Selon le député, la mission du navire saoudien serait de transporter jusqu’au port de Djeddah « des pièces d’artillerie de fabrication française ». Et Disclose assure qu’il s’agirait de 8 CAESAr [Camions équipés d’un système d’artillerie de 155 mm]. Les forces saoudiennes en ont d’ailleurs déjà déployés à la frontière avec le Yémen. [Au passage, il aurait été intéressant de préciser le type de châssis de ces véhicules : Mercedes Unimog? Arquus? Ashok Leyland?]

Le Premier ministre a laissé le soin à Geneviève Darrieussecq, la secrétaire d’État aux Armées, de répondre au parlementaire. « Le gouvernement n’a jamais nié l’existence d’armes d’origine française au Yémen », a-t-elle dit. « Nous n’avons pas de preuves que ces armes sont employées contre les populations civiles », a-t-elle ajouté [d’où le « conditionnel » des notes de la DRM, ndlr].

Qaunt au Bahri Yanbu, Mme Darrieussecq a botté en touche. « il n’est pas étonnant qu’un cargo saoudien s’y arrête » car le Havre est « un port majeur qui entre autre accueille les cargos des pays du Golfe et dessert la région du Moyen-Orient », a-t-elle dit. Ce qui a provoqué un mouvement d’humeur parmi les députés de gauche, qui ont quitté l’Hémicycle.

Par ailleurs, une source gouvernementale, citée par l’AFP, a précisé que le cargo Bahri Yanbu n’allait pas charger de CAESAr « puisqu’il n’y a aucune livraison [de ce système] en cours. » Or, Disclose affirme, via les réseaux sociaux, que « cette source a été contredite le lendemain par la ministre des Armées en personne ». Ce qui n’est pas tout a fait exact.

En effet, sur les ondes de RMC et de BFMTV, Florence Parly, la ministre des Armées, a confirmé qu’il « y aura un chargement d’armes » à bord du Bahri Yanbu, « en fonction et en application d’un contrat commercial qui a été passé il y a plusieurs années ». Mais elle n’a pas précisé la nature des armes en question… « Je ne suis pas en charge de la surveillance des cargaisons, c’est une autre administration qui est en charge de ça », a-t-elle répondu.

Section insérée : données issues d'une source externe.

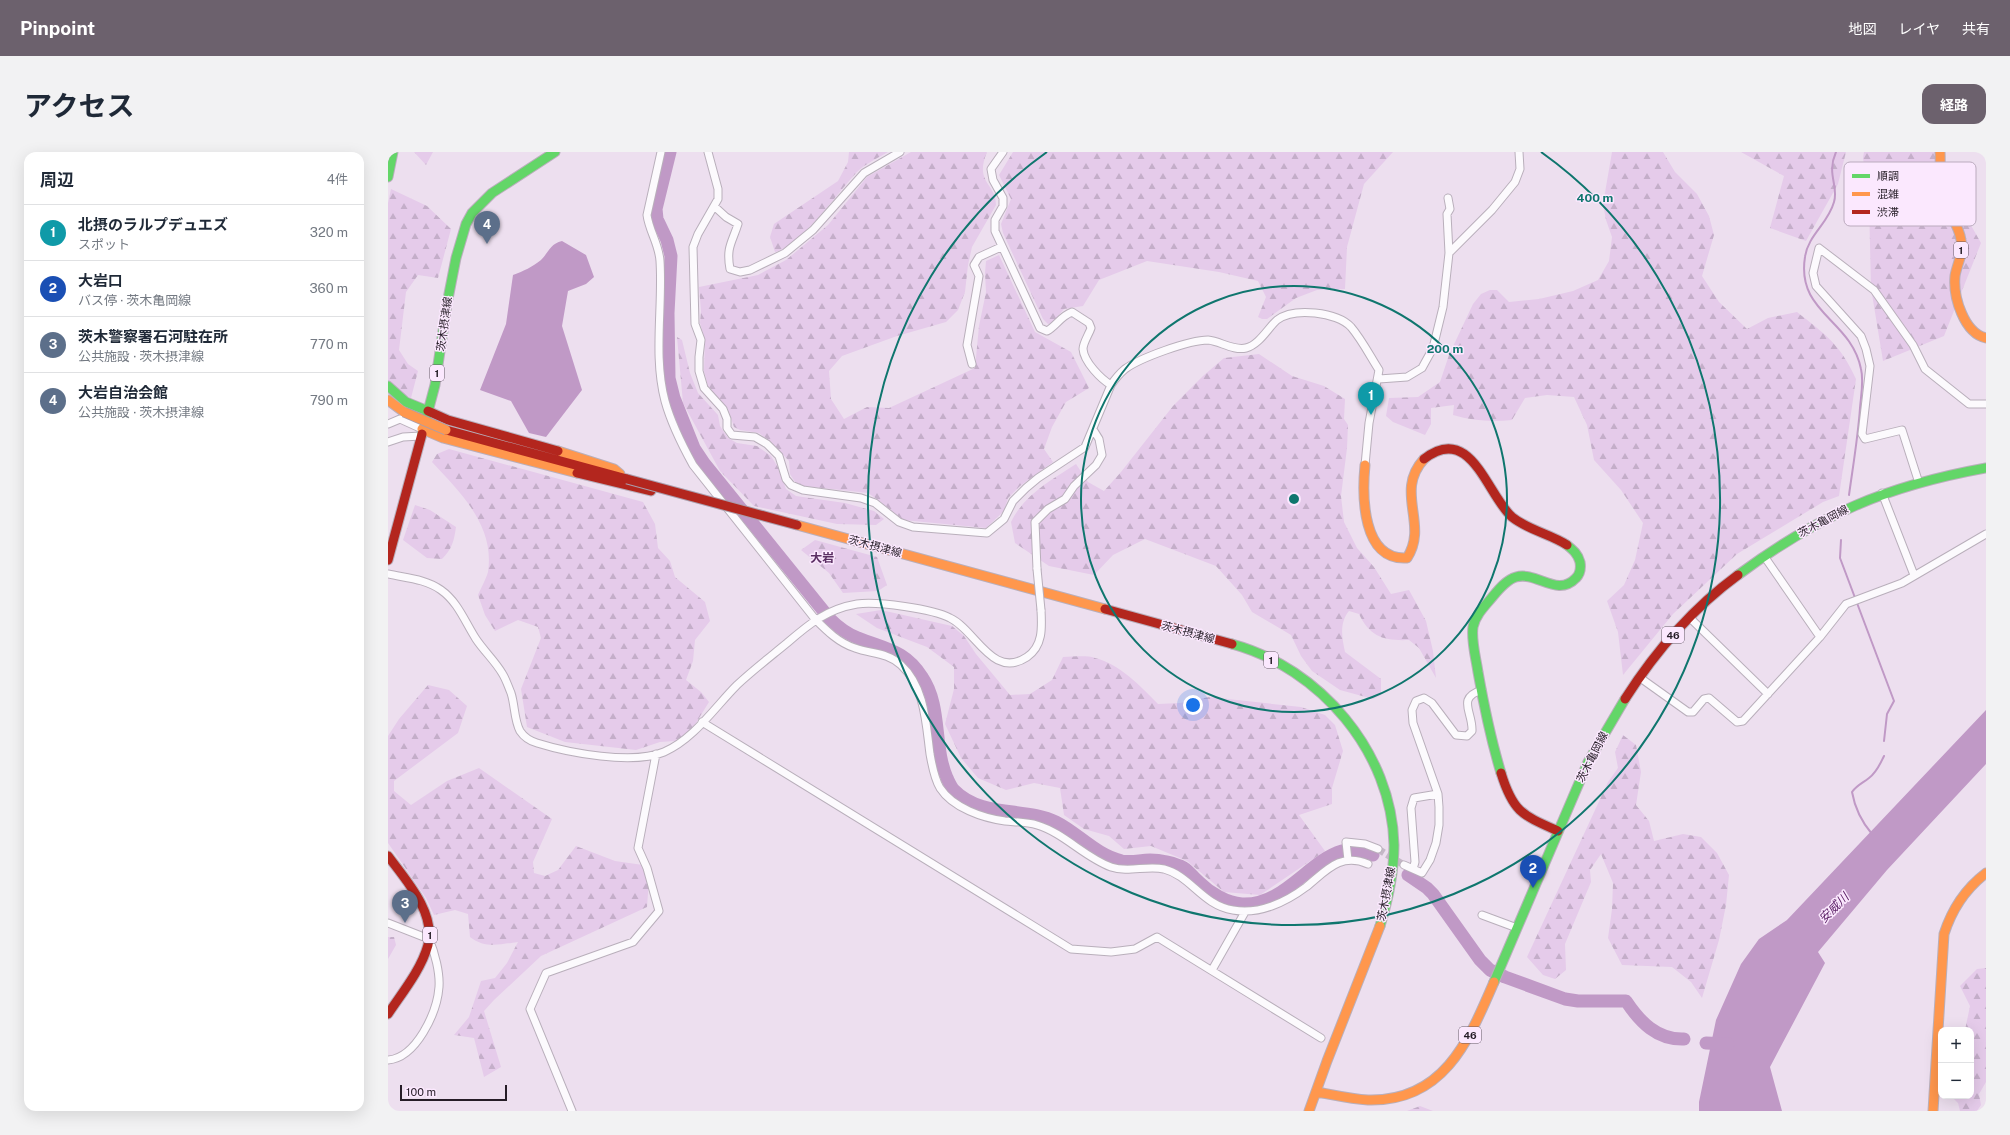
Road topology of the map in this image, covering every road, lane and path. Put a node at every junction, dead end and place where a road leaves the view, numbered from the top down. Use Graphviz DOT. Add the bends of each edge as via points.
graph roads {
  1 [pos="392,152"];
  2 [pos="556,152"];
  3 [pos="661,152"];
  4 [pos="708,152"];
  5 [pos="900,152"];
  6 [pos="1003,152"];
  7 [pos="1518,152"];
  8 [pos="1940,152"];
  9 [pos="1940,162"];
  10 [pos="388,166"];
  11 [pos="388,177"];
  12 [pos="1448,198"];
  13 [pos="714,206"];
  14 [pos="1956,226"];
  15 [pos="1002,247"];
  16 [pos="1448,253"];
  17 [pos="1986,338"];
  18 [pos="972,364"];
  19 [pos="1379,379"];
  20 [pos="1111,385"];
  21 [pos="388,386"];
  22 [pos="388,400"];
  23 [pos="1986,404"];
  24 [pos="428,411"];
  25 [pos="388,412"];
  26 [pos="402,415"];
  27 [pos="388,424"];
  28 [pos="1094,431"];
  29 [pos="422,433"];
  30 [pos="388,442"];
  31 [pos="561,461"];
  32 [pos="1365,465"];
  33 [pos="1986,468"];
  34 [pos="1918,480"];
  35 [pos="1882,493"];
  36 [pos="697,497"];
  37 [pos="1986,534"];
  38 [pos="1764,556"];
  39 [pos="388,560"];
  40 [pos="388,574"];
  41 [pos="1914,575"];
  42 [pos="817,618"];
  43 [pos="1690,618"];
  44 [pos="1820,637"];
  45 [pos="1639,678"];
  46 [pos="1482,690"];
  47 [pos="1768,694"];
  48 [pos="702,722"];
  49 [pos="656,754"];
  50 [pos="1438,794"];
  51 [pos="1558,831"];
  52 [pos="1378,849"];
  53 [pos="388,856"];
  54 [pos="1348,859"];
  55 [pos="1368,864"];
  56 [pos="1404,865"];
  57 [pos="1413,869"];
  58 [pos="1986,873"];
  59 [pos="1245,912"];
  60 [pos="1482,915"];
  61 [pos="388,923"];
  62 [pos="1517,928"];
  63 [pos="429,940"];
  64 [pos="1212,970"];
  65 [pos="388,1014"];
  66 [pos="1321,1038"];
  67 [pos="388,1060"];
  68 [pos="1317,1092"];
  69 [pos="572,1111"];
  70 [pos="1310,1111"];
  71 [pos="1933,1111"];
  1 -- 10 [label="main road"];
  1 -- 11 [label="main road"];
  2 -- 24 [label="main road, 茨木摂津線 / 1" via="492,193 472,213 466,224 446,304 435,385"];
  3 -- 42 [label="street" via="647,214 659,252 660,362 665,401 682,445 693,465"];
  4 -- 13 [label="street" via="718,189 718,199"];
  5 -- 13 [label="street" via="864,173 813,230 785,253 750,270 740,272 730,269 727,255 738,224"];
  6 -- 15 [label="street" via="991,169 993,180 1004,198 1003,206 994,220 995,231"];
  7 -- 16 [label="street" via="1520,169 1515,182 1492,210"];
  8 -- 9 [label="main road, 1"];
  12 -- 16 [label="street"];
  13 -- 28 [label="street" via="693,247 694,324 701,340 699,371 704,388 723,408 727,428 732,435 755,437 767,444 779,456 791,485 803,490 861,498 875,503 899,522 914,527 987,533 1004,519 1013,501 1026,488 1085,447"];
  14 -- 17 [label="main road, 1" via="1962,243 1955,279 1960,300 1969,328 1977,336"];
  15 -- 18 [label="street" via="979,257 974,265 979,276 967,345"];
  15 -- 20 [label="street" via="1040,328 1047,331 1053,328 1065,314 1072,312 1089,323 1091,328 1083,347 1084,356 1101,379"];
  16 -- 19 [label="street" via="1443,308 1433,348 1422,368 1407,378"];
  19 -- 20 [label="street" via="1379,370 1350,326 1337,319 1306,312 1288,314 1278,320 1253,345 1245,348 1208,340 1183,345 1126,369"];
  19 -- 32 [label="street" via="1369,423"];
  20 -- 28 [label="street"];
  21 -- 24 [label="main road" via="406,402"];
  22 -- 26 [label="main road"];
  23 -- 34 [label="street" via="1969,404 1925,369 1914,345 1874,290 1819,248 1813,273 1816,286 1861,336 1870,366 1862,434 1865,439 1902,430"];
  24 -- 29 [label="main road, 茨木摂津線 / 1"];
  24 -- 31 [label="main road"];
  25 -- 26 [label="main road"];
  26 -- 27 [label="street"];
  26 -- 29 [label="street"];
  26 -- 31 [label="main road, bridge" via="446,430"];
  28 -- 42 [label="street, bridge" via="1099,439 1102,455 1096,465 1074,486 1065,499 1048,509 1035,522 1042,630 1036,648 1022,659 1005,663 993,658 962,625 944,615 882,603 840,608"];
  29 -- 30 [label="street"];
  29 -- 31 [label="main road"];
  29 -- 39 [label="main road, 茨木摂津線 / 1"];
  31 -- 36 [label="main road, 茨木摂津線 / 1, bridge"];
  31 -- 36 [label="main road, bridge" via="671,495"];
  32 -- 46 [label="main road" via="1365,518 1378,545 1388,556 1407,558 1416,542 1410,491 1411,478 1416,467 1422,459 1431,454 1451,450 1462,453 1479,466 1496,498 1507,512 1531,529 1573,548 1580,559 1581,568 1570,584 1551,585 1528,577 1514,578 1480,611 1472,631"];
  33 -- 34 [label="main road, 茨木亀岡線 / 46"];
  34 -- 35 [label="main road, 茨木亀岡線 / 46"];
  35 -- 38 [label="main road, 茨木亀岡線 / 46" via="1809,527"];
  35 -- 41 [label="street"];
  36 -- 68 [label="main road, 茨木摂津線 / 1, bridge" via="1236,645 1259,653 1293,671 1332,702 1364,744 1379,774 1390,815 1393,853 1392,875 1380,925 1321,1075"];
  37 -- 41 [label="street"];
  38 -- 43 [label="main road, 茨木亀岡線 / 46" via="1729,582"];
  38 -- 44 [label="street"];
  40 -- 49 [label="street" via="426,582 442,590 455,603 476,640 503,674 519,729 525,737 535,743 580,753 631,758"];
  41 -- 44 [label="street" via="1846,604"];
  42 -- 48 [label="street" via="738,684"];
  42 -- 59 [label="street" via="833,636 854,648 883,654 900,664 911,676 919,690 936,780 940,788 958,805 990,818 1036,824 1097,861 1113,867 1156,868 1172,872 1214,904"];
  43 -- 45 [label="main road, 茨木亀岡線 / 46" via="1665,644"];
  43 -- 47 [label="street"];
  44 -- 47 [label="street"];
  45 -- 47 [label="street" via="1688,712 1693,712 1704,699 1709,698 1737,722 1743,721"];
  45 -- 51 [label="main road, 茨木亀岡線 / 46" via="1592,756"];
  46 -- 50 [label="street" via="1472,693 1467,700 1472,731 1467,736 1456,735 1432,703 1424,698 1416,701 1412,710 1413,724"];
  46 -- 51 [label="main road" via="1502,780 1511,801 1533,819"];
  48 -- 49 [label="street" via="682,741"];
  48 -- 64 [label="street" via="1071,949 1105,952 1134,949 1157,937"];
  49 -- 69 [label="street" via="638,848 647,868 659,911 633,942 546,973 530,1009"];
  50 -- 57 [label="street" via="1439,825 1436,843 1422,873"];
  50 -- 57 [label="street" via="1414,798 1411,808 1415,862"];
  51 -- 62 [label="main road, 茨木亀岡線 / 46"];
  52 -- 54 [label="street" via="1371,845 1346,842"];
  53 -- 63 [label="main road, 1" via="416,896 427,919"];
  54 -- 55 [label="street"];
  54 -- 59 [label="street" via="1336,863 1304,888 1271,907"];
  56 -- 57 [label="street"];
  58 -- 71 [label="main road" via="1959,899 1944,934"];
  59 -- 64 [label="street"];
  60 -- 62 [label="street"];
  61 -- 63 [label="street"];
  62 -- 68 [label="main road, 茨木亀岡線 / 46" via="1475,1027 1462,1052 1439,1079 1409,1098 1394,1103 1373,1105 1344,1101"];
  63 -- 65 [label="main road, 1" via="424,957"];
  63 -- 67 [label="street" via="434,949 439,986 432,1017 412,1049 395,1060"];
  64 -- 66 [label="street"];
  68 -- 70 [label="main road"];
}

Et Mme Parly a répété ce qu’elle dit à chaque fois qu’elle est interrogée sur ce sujet : « À ma connaissance, nous n’avons pas de preuves selon lesquelles des victimes au Yémen sont le résultat d’utilisation d’armes françaises. » Et de rappeler que ces ventes d’armes font partie de « partenariats à long terme avec l’Arabie saoudite et les Emirats arabes unis » et que « la France a des intérêts dans cette zone du monde. »

Alors que l’association « Action des chrétiens pour l’abolition de la torture » [ACAT] a saisi la justice pour empêcher le chargement du cargo saoudien au Havre, le président Macron a évoqué le sujet des ventes d’équipements militaires à l’Arabie Saoudite et aux Émirats arabes unis à son arrivée à Sibiu [Roumanie], où il doit prendre part à un sommet européen.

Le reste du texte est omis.